Reforma agrária e permanência no Campo

Reforma agrária e permanência no Campo

Por Edson de Souza Santos e Maria Eunice de Souza Franco*

Sempre haverá um povo com sede de trabalhar e fazer com que a terra cumpra sua função social, e isso só é possível com a garantia de que esse povo tenha acesso a essas terras. O campo é lugar de (r)existir, pois nele estão as nossas histórias, nossas marcas, nossas lutas.

No entanto, muitos moradores do campo têm experimentado desmotivação em relação à permanência nesses espaços, devido à inviabilidade de uma vida de qualidade nas pequenas propriedades. Observa-se a concentração expressiva de vastos territórios nas mãos de um grupo minoritário, enquanto a ampla maioria encontra-se desprovida de glebas. Aqueles que possuem uma fração de terra reduzida não dispõem das condições para gerar renda suficiente que lhes permita subsistir dignamente no campo.

Tal cenário propicia o êxodo rural. Como aponta Fonseca et al (2015, p. 234)[1]: “O processo de êxodo rural vem sendo ocasionado principalmente por parte da população da zona rural que saem do campo em busca de melhores condições de vida nas cidades, porém, esse processo gera vários problemas sociais”. Contudo, essa expectativa, muitas vezes, é apenas uma utopia, ou fantasia diante do desespero de quem vive com pouca ou sem nenhuma terra para tirarem o seu sustento. Esses, ao chegarem às urbes, deparam-se com uma realidade díspare, marcada por desemprego galopante, encargos onerosos e aquisições dispendiosas. Sem alternativa, ocupam áreas irregulares, propiciando o crescimento de favelas e o aumento da violência, entre outros dilemas.

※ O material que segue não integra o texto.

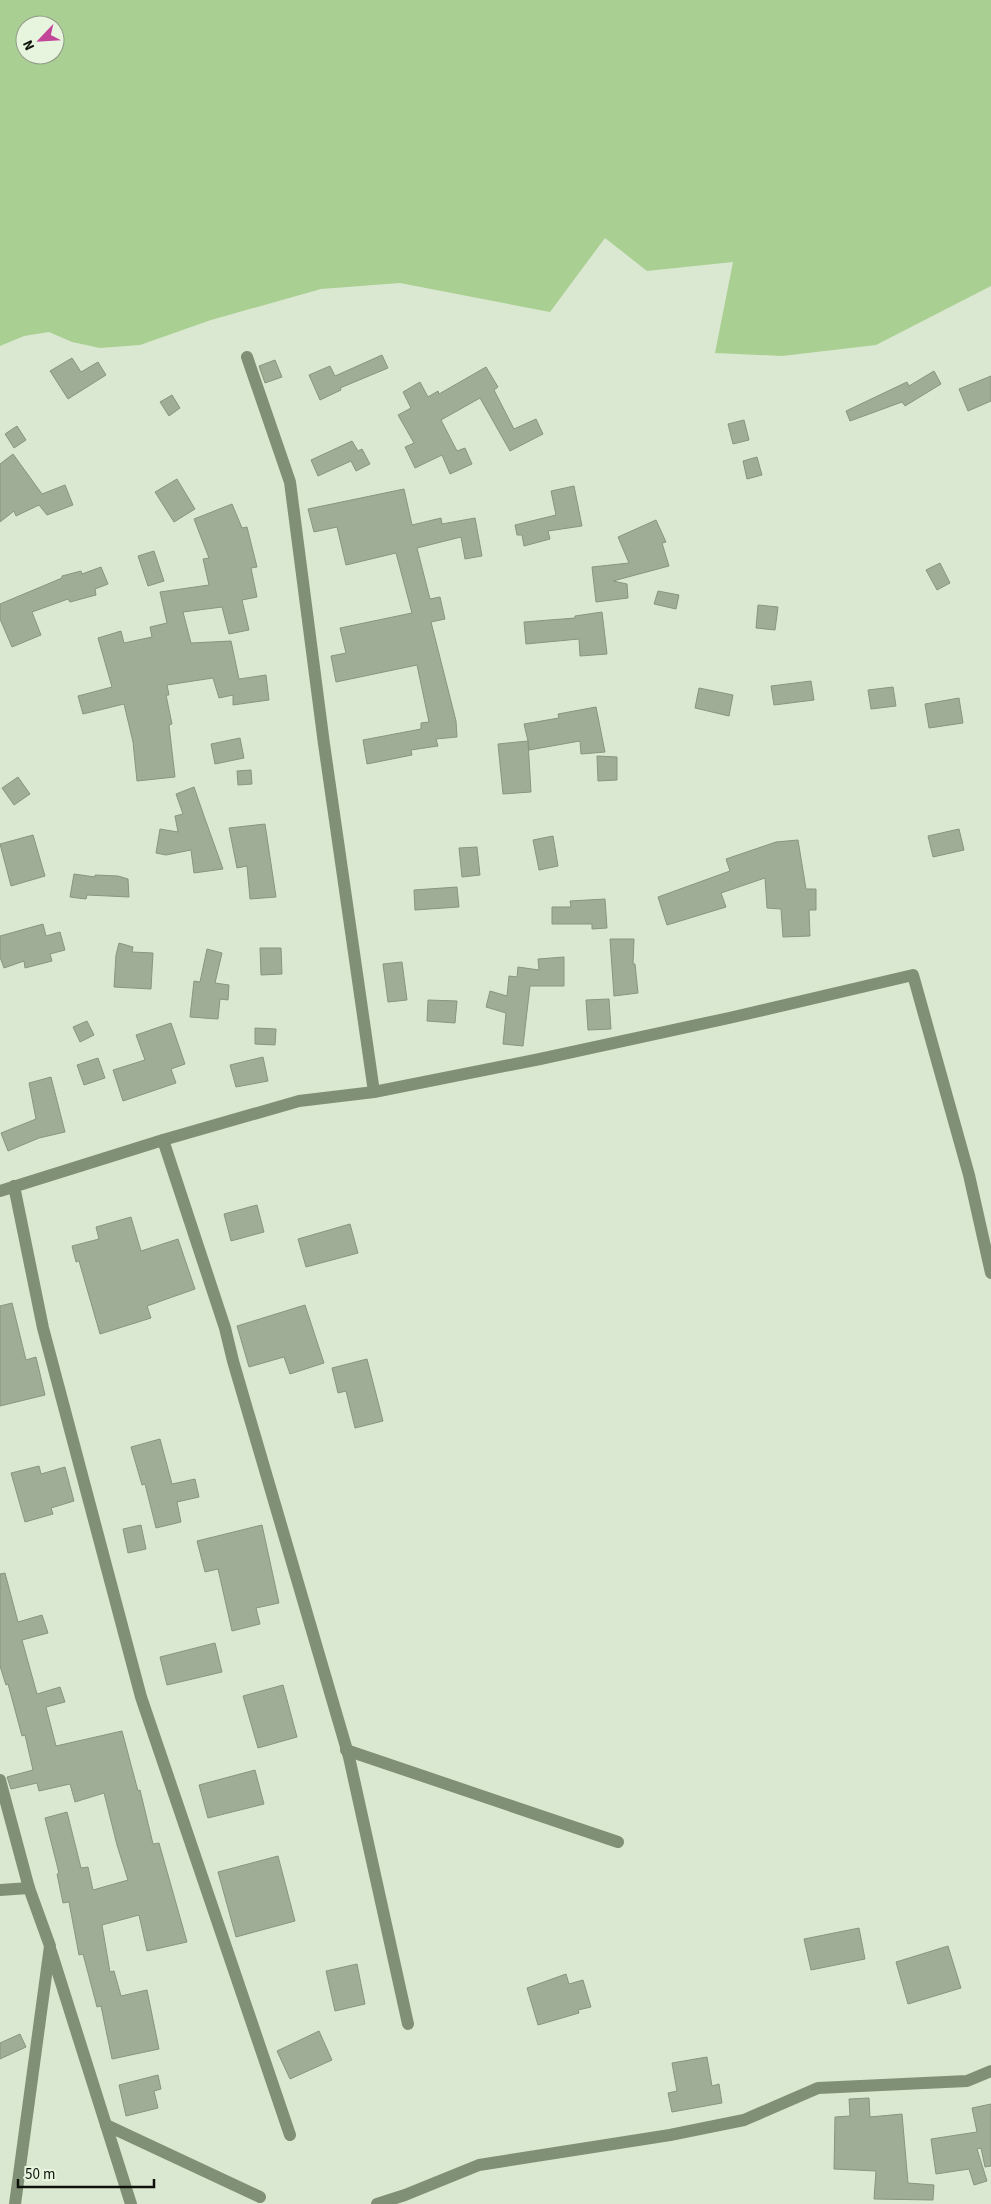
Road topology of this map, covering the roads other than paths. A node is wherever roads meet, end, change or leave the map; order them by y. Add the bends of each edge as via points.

Em face da frustração, muitos sucumbem à influência de substâncias entorpecentes, à prostituição, ao delito e a outras formas de criminalidade. Poderá ser resolvida essa mazela do êxodo rural? Será viável assegurar a permanência do homem no campo, coadunando qualidade de vida, dignidade e sustentabilidade? Acreditamos que seja possível sim, a partir de uma lógica agroecológica e a promoção da reforma agrária. Para diversas famílias, o campo ainda é o melhor lugar para se viver.

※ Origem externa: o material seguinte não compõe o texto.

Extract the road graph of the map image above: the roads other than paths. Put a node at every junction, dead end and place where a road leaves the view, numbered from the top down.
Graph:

A reforma agrária seria uma solução na medida que se sabe que a principal causa do êxodo rural é a falta de terras para trabalharem e viverem com dignidade. No entanto, questiona-se por que o tema da reforma agrária não figura nas agendas do poder executivo, legislativo e judiciário. Estará tal omissão vinculada a um controle econômico e privado das políticas estatais? A morosidade na implementação das políticas de reforma agrária seria uma consequência da intervenção de agentes externos? É notório que a pauta da reforma agrária carece de protagonismo no âmbito político, possivelmente por não ser interessante aos grandes proprietários partilhar latifúndios entre os agricultores, principalmente aquelas componentes da “bancada ruralista”, conjunto de deputados e senadores que congrega os expoentes do agronegócio, ou seus representantes.

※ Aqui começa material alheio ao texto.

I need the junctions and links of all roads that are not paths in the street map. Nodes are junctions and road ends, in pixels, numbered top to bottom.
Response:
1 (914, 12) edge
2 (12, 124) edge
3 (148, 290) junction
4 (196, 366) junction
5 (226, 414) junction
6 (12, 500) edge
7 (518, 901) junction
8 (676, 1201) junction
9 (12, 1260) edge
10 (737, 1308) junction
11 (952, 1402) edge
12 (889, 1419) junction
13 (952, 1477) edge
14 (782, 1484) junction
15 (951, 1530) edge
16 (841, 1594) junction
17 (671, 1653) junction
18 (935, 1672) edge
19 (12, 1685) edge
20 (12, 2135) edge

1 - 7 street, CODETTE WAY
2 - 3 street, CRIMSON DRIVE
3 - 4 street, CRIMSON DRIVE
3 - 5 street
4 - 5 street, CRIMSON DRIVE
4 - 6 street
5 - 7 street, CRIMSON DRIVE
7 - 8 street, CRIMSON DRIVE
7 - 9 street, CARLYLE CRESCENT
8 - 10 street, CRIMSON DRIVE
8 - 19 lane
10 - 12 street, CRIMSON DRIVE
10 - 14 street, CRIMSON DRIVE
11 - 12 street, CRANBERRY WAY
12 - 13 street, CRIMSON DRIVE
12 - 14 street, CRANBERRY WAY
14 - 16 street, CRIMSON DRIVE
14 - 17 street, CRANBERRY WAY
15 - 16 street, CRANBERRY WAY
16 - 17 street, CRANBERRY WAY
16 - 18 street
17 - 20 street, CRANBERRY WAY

A reforma agrária emerge como alternativa promissora para os camponeses, incluindo ribeirinhos, quilombolas, indígenas e outros povos. Com acesso à terra, será possível trabalhar na perspectiva da agroecologia, com agricultura familiar, criação de peixes, apicultura, pecuária, entre outras alternativas de trabalhos. Acreditamos que o campo é lugar de (r)existir, e que nós povos campesinos, precisamos continuar lutando pelo acesso à terra.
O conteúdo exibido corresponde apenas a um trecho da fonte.